Focus: The Dispatcher Service reads from the Config DB, creates job messages, and publishes them to the Message Queue. The Scraping Worker Pool consumes jobs from the queue. The dispatcher also sends operational data to the Monitoring System.

3. Scraping Execution Subsystem Focus

This view shows how scraping tasks are executed and raw data is stored.

graph TD
    %% Focused Subsystem
    subgraph Scraping Execution
        F(Scraping Worker Pool / Celery);
        H(Raw HTML Storage / S3);
        style H fill:#ccf,stroke:#333,stroke-width:2px;
    end

    %% Interacting Systems/Containers
    E{Message Queue};
    TWS[Target Websites];
    L(Monitoring System);

    %% Interactions
    F -- Consumes Job --> E;
    F -- Fetches From --> TWS;
    F -- Writes Raw HTML --> H;
    F -- Sends Logs/Metrics --> L;

Focus: The Scraping Worker Pool consumes jobs from the Message Queue, interacts with external Target Websites, stores the fetched raw HTML in Raw HTML Storage, and sends operational data to the Monitoring System.

4. Data Processing Subsystem Focus

This view shows how raw data is processed and stored structurally.

graph TD
    %% Focused Subsystem
    subgraph Data Processing
        I(Parsing Service / Celery or Lambda);
        J{Structured Data Store / PostgreSQL};
        style J fill:#9cf,stroke:#333,stroke-width:2px;
    end

    %% Interacting Systems/Containers
    H(Raw HTML Storage / S3);
    AMS[Analysis/ML Systems];
    L(Monitoring System);

    %% Interactions
    I -- Reads Raw HTML --> H;
    I -- Writes Structured Data --> J;
    AMS -- Reads Clean Data --> J;
    I -- Sends Logs/Metrics --> L;

Focus: The Parsing Service reads raw HTML from Raw HTML Storage, processes it, and writes the cleaned, structured data into the Structured Data Store.

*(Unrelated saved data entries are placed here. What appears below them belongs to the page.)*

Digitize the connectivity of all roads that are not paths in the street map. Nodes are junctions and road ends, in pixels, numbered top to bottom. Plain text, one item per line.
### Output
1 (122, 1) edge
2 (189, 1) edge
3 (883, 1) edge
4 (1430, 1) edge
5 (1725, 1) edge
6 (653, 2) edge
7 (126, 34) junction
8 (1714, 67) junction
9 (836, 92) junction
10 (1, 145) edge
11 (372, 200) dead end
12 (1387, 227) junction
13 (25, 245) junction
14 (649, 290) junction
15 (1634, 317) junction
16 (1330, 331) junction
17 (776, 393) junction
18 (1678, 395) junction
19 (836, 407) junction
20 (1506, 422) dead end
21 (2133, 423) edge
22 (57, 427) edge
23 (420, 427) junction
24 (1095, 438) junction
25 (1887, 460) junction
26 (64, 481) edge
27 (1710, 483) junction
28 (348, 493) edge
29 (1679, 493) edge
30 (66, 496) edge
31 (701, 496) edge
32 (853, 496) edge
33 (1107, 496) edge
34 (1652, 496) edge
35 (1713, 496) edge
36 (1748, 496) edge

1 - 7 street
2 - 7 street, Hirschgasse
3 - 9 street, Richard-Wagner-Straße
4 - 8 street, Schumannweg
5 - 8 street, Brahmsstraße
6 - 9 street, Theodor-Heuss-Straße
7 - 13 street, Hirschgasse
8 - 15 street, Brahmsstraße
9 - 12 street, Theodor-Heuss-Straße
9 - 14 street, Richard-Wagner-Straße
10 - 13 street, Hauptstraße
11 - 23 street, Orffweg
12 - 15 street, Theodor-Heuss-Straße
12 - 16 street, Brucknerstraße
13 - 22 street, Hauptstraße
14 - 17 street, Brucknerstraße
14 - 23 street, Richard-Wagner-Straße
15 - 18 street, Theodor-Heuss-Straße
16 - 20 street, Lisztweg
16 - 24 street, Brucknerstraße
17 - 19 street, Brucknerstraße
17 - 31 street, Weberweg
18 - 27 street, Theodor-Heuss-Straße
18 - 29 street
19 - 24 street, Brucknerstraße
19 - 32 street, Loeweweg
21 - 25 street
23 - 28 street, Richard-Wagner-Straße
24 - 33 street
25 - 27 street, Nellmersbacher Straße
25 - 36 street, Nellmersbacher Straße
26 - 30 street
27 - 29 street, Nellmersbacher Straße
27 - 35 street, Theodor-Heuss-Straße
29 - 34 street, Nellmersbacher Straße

Downstream Analysis/ML Systems read from this store. The service also reports to the Monitoring System.

5. Monitoring & Analysis Subsystem Focus

This view shows how monitoring data is collected and how final data is consumed.

graph TD
    %% Focused Subsystem
    subgraph Observability & Consumption
        L(Monitoring System);
        J{Structured Data Store / PostgreSQL};
        style J fill:#9cf,stroke:#333,stroke-width:2px;
    end

    %% Interacting Systems/Containers
    A(Admin User)
    F(Scraping Worker Pool);
    I(Parsing Service);
    D(Dispatcher Service);
    AMS[Analysis/ML Systems];

    %% Interactions
    F -- Sends Logs/Metrics --> L;
    I -- Sends Logs/Metrics --> L;
    D -- Sends Logs/Metrics --> L;
    %% B(Config Service) -- Sends Logs/Metrics --> L; 

    L -- Provides Dashboards/Alerts --> A;
    AMS -- Reads Clean Data --> J;

Focus: Various system components (Workers, Parsing, Dispatcher, etc.) send logs and metrics to the central Monitoring System. The Admin User views dashboards and receives alerts from Monitoring. Analysis/ML Systems consume the final data from the Structured Data Store.